"Jeśli kiedykolwiek pozwolimy Ukrainie upaść, zapamiętajcie moje słowa: zobaczymy, że za nią pójdzie Polska, i zobaczycie wszystkie te państwa wzdłuż rzeczywistej granicy Rosji, od Bałkanów (sic) i Białorusi, wszystkie one pójdą na własne układy" - powiedział Biden, odpowiadając na pytanie o możliwy koniec wojny na Ukrainie. Biden zaznaczył jednocześnie, że dla niego pokój oznacza "zapewnienie, iż Rosja nigdy, nigdy, nigdy nie będzie okupować Ukrainy", lecz dodał, że nie musi to oznaczać wstąpienia Ukrainy do NATO.
"To oznacza, że mamy z nią relację takie, jakie mamy z innymi krajami, gdzie dostarczamy im broni, by mogli się bronić w przyszłości" - dodał. Wspomniał przy tym, że "był tym, który powiedział, że nie jest gotowy do wsparcia NATO-izacji Ukrainy".
Biden ocenił przy tym, że celem Władimira Putina - wskazał przy tym na jego przemówienie w przeddzień inwazji na Ukrainę - jest odbudowa Związku Sowieckiego i "powrót do dni, kiedy nie było tam NATO i była tam ta inna ekipa, do której należała Polska i wszyscy inni".
Prezydent USA zasugerował - powołując się na słowa Emmanuela Macrona i byłego doradcy Trumpa Johna Boltona - że zwycięstwo Donalda Trumpa w wyborach będzie oznaczać wyjście USA lub "wypatroszenie" NATO oraz utratę przez USA przywódczej roli w świecie.

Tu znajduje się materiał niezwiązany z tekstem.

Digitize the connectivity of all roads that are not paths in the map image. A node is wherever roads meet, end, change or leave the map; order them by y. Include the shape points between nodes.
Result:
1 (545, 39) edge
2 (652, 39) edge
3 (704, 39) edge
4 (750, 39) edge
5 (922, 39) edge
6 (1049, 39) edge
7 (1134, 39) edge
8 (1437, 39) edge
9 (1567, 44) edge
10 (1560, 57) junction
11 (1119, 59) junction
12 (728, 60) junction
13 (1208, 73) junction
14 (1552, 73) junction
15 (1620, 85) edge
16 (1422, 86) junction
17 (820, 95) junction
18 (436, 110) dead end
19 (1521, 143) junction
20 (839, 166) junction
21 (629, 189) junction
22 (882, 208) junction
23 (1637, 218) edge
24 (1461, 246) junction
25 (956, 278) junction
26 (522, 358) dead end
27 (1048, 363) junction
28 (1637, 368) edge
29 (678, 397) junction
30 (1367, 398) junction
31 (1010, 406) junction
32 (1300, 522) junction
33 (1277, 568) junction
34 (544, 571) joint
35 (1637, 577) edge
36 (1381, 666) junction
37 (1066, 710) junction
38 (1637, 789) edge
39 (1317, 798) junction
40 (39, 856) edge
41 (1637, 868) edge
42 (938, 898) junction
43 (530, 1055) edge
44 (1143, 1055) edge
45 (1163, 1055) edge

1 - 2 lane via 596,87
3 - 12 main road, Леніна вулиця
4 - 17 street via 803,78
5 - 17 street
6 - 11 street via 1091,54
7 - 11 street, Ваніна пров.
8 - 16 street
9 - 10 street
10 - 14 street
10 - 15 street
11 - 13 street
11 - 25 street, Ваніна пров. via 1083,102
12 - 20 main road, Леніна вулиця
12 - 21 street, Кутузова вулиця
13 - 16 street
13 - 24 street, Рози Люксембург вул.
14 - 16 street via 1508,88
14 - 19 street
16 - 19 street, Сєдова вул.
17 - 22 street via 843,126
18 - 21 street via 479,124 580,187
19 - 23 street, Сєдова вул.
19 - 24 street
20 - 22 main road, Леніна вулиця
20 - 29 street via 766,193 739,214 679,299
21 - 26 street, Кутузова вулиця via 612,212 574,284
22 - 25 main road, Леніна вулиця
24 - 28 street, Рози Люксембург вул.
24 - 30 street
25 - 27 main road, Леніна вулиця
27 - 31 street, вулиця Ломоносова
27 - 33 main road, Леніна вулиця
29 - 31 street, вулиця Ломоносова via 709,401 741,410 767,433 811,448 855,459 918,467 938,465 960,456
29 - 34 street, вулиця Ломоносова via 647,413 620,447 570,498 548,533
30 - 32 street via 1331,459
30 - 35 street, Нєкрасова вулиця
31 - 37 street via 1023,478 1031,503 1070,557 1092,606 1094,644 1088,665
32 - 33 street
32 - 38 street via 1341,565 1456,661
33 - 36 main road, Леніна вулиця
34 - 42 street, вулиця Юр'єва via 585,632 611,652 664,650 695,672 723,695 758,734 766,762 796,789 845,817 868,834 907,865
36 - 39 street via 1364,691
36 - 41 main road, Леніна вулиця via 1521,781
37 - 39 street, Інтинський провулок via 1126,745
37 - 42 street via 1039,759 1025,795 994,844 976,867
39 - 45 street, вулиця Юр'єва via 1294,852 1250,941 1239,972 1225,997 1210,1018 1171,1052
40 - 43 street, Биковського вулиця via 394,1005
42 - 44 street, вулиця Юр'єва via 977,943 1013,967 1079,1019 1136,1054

Ocenił też, że z tego powodu Chiny mają interes w ingerowaniu w amerykańskie wybory na korzyść Trumpa.
"Wszyscy, wszyscy źli goście kibicują Trumpowi. To nie żart" - zaznaczył. Dodał, że w kontraście niemal wszyscy przywódcy (demokratyczni) mówią mu, że "Trump nie może wygrać", bo od tego zależy zarówno amerykańska, jak i ich demokracja.
"Więc wymień mi innego lidera niż Orban i Putin, który myśli, że Trump powinien być światowym liderem" - powiedział.
Pytany o ewentualną obronę Tajwanu przez wojska USA Biden odmówił jasnej deklaracji w tej sprawie, choć stwierdził, że sposób reakcji USA będzie zależeć od okoliczności. Podkreślił jednak, że nie wyklucza użycia sił USA. Biden jednocześnie powiedział, że nie chciałby się zamienić miejscami z Xi Jinpingiem, wskazując na problemy wewnętrzne Chin.
"Masz populację, która jest znacząco starsza niż zdecydowana większość młodzieży w Europie, która jest zbyt stara, by pracować. I jest ksenofobiczna (...) Gdzie ona ma rosnąć. Masz gospodarkę, która jest na skraju. Pomysł, że ich gospodarka przeżywa boom? Dajcie spokój" - wymieniał.
Odnosząc się do wojny w Strefie Gazy, Biden stwierdził, że z premierem Izraela Benjaminem Netanjahu dzielą go przede wszystkim poglądy na to, co powinno stać się po wojnie. Dodał, że jego zdaniem jedynym rozwiązaniem jest rozwiązanie dwupaństwowe i popierają go w tym przywódcy państw arabskich, którzy są zgodni, że izraelskie wojska nie mogą pozostać w Strefie Gazy.
Pytany, czy Izrael popełnił zbrodnie wojenne, stwierdził, że "odpowiedź jest taka, że to nie jest jasne", i że badają to sami Izraelczycy.
"Jedna sprawa jest jasna, że mieszkańcy Gazy, Palestyńczycy wielce cierpią" - zauważył.